A recent Microsoft blog on Edge performance even highlights ongoing work to make complex web apps faster inside the browser — a clear acknowledgment that there are performance trade-offs here.
Is Native Windows UI Dead or Just Under-Invested?
Despite the complaints, native Windows UI tech isn’t inherently incapable of fast interfaces.
In fact:
Microsoft has been advancing Windows App SDK/WinUI, including native AOT support that can significantly reduce footprint and improve performance compared with traditional JIT models.
WinUI is designed to give performant, lightweight, native UIs that integrate deeply with Windows.
But the ecosystem has deprioritised pure native Windows apps for many mainstream scenarios. Many teams, including Microsoft itself, increasingly ship UI in:
- WebView2 hosts
- Electron containers
- Cross-platform frameworks like React/Electron/react-native (via RNW)
- Hybrid solutions
Part of that is economics: it’s cheaper and faster to maintain one web codebase, and there’s a huge supply of JavaScript/React developers compared to experienced native desktop UI developers.
Reddit discussions reflect this sentiment: developers point out that Microsoft uses React and web views in many system UI contexts, not because native is bad, but because the current budget, culture, and tooling incentives push toward web tech.
To be blunt: native Windows UI exists and is viable, but it’s not the default path for many flagship or third-party apps anymore.
When Web Tech Makes Sense — And When It Doesn’t
Web UI stacks can be surprisingly effective when:
The app’s logic is highly shared with web/mobile platforms.
You accept some overhead because the speed of iteration matters more than peak responsiveness.
The audience has good hardware, and memory/CPU budgets are not a priority.
But they falter when:
Responsiveness and tight OS integration matter (notifications, docked behavior, native widgets).
The UI layer handles highly dynamic or animation-heavy interfaces, where layout costs dominate.
Low memory footprint is a requirement.
In other words: many web UIs are “good enough” for casual consumer apps — but “good enough” is still noticeably slower and heavier than a purpose-written native UI.
What Needs to Happen Next
If we want Windows UI to feel fast again — even with modern cross-platform pressures — here’s a pragmatic roadmap that respects both economics and UX quality:
- Make native UI tooling faster to adopt
Improve WinUI templates, hot-reload, and cross-platform bridges so developers don’t reach for web views by default.
- Optimize WebView2 memory and integration
Shared, system-wide instances; smaller footprints; tighter integration with OS event loops.
- Use hybrid architectures where it makes sense
Native shells + web UI only for isolated views, not the entire app.
- Profile and optimize critically
Treat UI performance (startup latency, input latency, memory budget) as first-order metrics — not afterthoughts.

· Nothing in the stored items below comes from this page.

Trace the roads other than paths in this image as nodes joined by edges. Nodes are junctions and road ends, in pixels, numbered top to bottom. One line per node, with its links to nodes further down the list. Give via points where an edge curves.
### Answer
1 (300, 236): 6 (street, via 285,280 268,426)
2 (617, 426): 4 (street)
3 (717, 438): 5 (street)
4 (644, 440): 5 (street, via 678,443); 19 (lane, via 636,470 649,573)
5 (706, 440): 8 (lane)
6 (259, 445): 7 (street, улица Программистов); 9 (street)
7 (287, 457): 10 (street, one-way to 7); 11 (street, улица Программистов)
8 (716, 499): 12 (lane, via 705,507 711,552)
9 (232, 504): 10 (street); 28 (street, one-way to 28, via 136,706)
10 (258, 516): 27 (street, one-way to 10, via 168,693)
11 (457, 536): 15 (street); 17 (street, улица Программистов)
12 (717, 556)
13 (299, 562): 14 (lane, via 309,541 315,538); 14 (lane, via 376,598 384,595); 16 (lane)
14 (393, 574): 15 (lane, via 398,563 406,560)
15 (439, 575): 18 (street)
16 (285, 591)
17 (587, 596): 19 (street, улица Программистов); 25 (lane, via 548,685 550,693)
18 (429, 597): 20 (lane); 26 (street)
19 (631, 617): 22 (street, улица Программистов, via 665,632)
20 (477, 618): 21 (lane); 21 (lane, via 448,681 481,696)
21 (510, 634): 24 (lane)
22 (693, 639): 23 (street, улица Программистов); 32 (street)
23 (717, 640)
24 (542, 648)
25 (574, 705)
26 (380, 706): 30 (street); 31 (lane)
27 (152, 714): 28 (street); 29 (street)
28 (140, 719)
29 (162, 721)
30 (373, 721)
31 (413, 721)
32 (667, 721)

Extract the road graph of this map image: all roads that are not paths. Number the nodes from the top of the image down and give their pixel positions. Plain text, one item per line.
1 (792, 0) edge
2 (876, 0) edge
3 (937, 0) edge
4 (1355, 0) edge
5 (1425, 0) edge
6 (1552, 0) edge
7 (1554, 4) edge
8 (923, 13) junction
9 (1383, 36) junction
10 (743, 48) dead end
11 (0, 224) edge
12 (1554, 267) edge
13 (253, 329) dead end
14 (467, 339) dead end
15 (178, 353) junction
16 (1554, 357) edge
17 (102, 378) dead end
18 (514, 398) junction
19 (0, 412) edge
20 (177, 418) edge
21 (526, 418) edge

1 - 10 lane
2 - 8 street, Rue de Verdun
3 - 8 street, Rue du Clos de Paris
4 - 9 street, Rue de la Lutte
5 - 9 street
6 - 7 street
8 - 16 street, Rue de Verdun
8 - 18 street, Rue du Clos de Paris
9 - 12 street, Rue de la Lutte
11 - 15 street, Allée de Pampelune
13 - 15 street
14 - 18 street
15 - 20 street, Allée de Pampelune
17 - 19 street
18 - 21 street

- Educate teams on cost vs. performance
Provide clear criteria for choosing web vs native paths based on actual user experience trade-offs, not just dev velocity.
Bottom Line
The perception that “Windows UI is slow because everything is web tech now” has merit, and live changes like WhatsApp’s migration validate that trend. But the reality is nuanced:
Web tech is compiled and sophisticated, but its runtime model isn’t as predictable as native UI frameworks.
Native Windows UI remains viable, but isn’t getting top billing in many app stacks today due to cost and developer availability.
Performance complaints are real, but they come from architectural cost models, not just lazy engineering.
The future of Windows UI — if it’s fast and feels native — depends on better tooling, smarter architectural decisions, and investment in native performance where it matters.